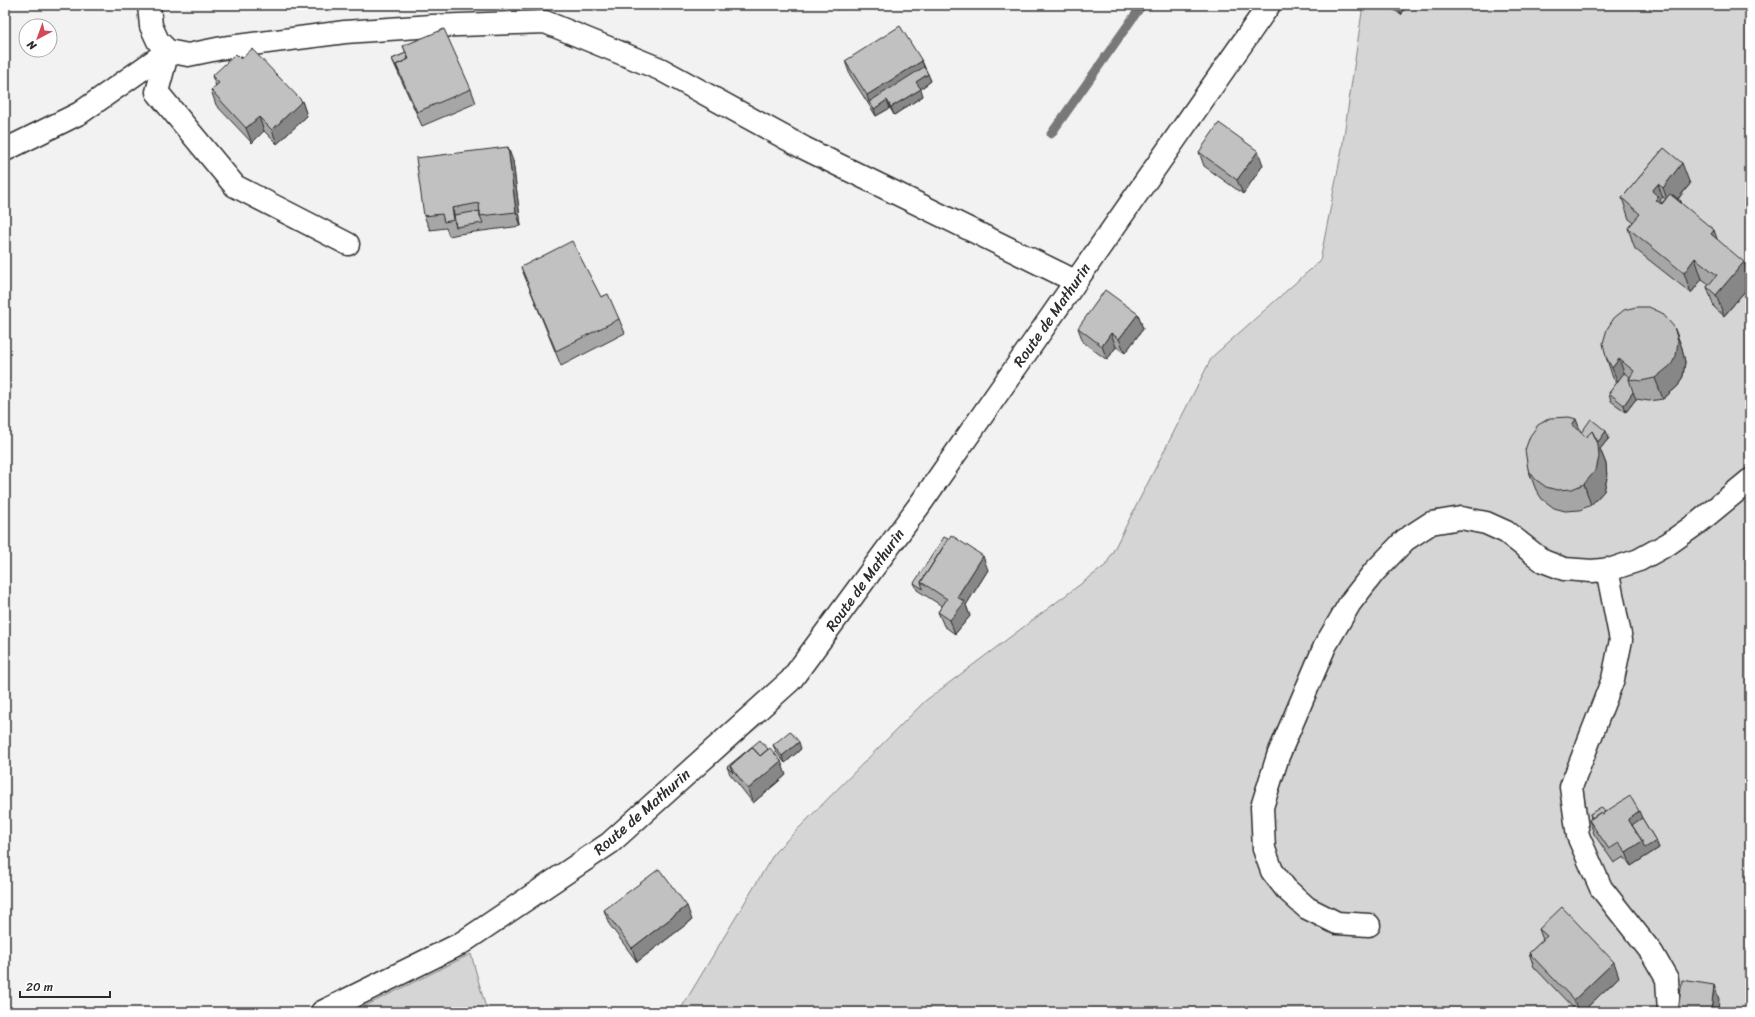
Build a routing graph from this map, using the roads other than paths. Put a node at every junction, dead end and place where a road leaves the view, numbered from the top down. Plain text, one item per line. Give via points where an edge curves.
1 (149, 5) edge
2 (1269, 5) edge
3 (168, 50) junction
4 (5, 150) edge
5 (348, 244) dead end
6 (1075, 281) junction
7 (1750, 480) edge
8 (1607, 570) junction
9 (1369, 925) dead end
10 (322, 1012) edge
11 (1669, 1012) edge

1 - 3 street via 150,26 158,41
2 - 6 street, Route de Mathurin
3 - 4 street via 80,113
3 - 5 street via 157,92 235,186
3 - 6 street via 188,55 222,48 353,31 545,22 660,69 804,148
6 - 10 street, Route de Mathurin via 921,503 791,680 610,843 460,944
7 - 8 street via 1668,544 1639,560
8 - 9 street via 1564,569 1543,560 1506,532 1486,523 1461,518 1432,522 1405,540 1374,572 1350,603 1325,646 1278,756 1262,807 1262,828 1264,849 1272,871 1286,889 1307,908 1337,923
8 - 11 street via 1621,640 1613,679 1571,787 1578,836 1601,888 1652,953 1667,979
════
**YOUR TASK**
Each entry above needs to be restated without a single word changed; skip the images.

**EXERCISE RESULT**
Build a routing graph from this map, using the roads other than paths. Put a node at every junction, dead end and place where a road leaves the view, numbered from the top down. Plain text, one item per line. Give via points where an edge curves.
1 (149, 5) edge
2 (1269, 5) edge
3 (168, 50) junction
4 (5, 150) edge
5 (348, 244) dead end
6 (1075, 281) junction
7 (1750, 480) edge
8 (1607, 570) junction
9 (1369, 925) dead end
10 (322, 1012) edge
11 (1669, 1012) edge

1 - 3 street via 150,26 158,41
2 - 6 street, Route de Mathurin
3 - 4 street via 80,113
3 - 5 street via 157,92 235,186
3 - 6 street via 188,55 222,48 353,31 545,22 660,69 804,148
6 - 10 street, Route de Mathurin via 921,503 791,680 610,843 460,944
7 - 8 street via 1668,544 1639,560
8 - 9 street via 1564,569 1543,560 1506,532 1486,523 1461,518 1432,522 1405,540 1374,572 1350,603 1325,646 1278,756 1262,807 1262,828 1264,849 1272,871 1286,889 1307,908 1337,923
8 - 11 street via 1621,640 1613,679 1571,787 1578,836 1601,888 1652,953 1667,979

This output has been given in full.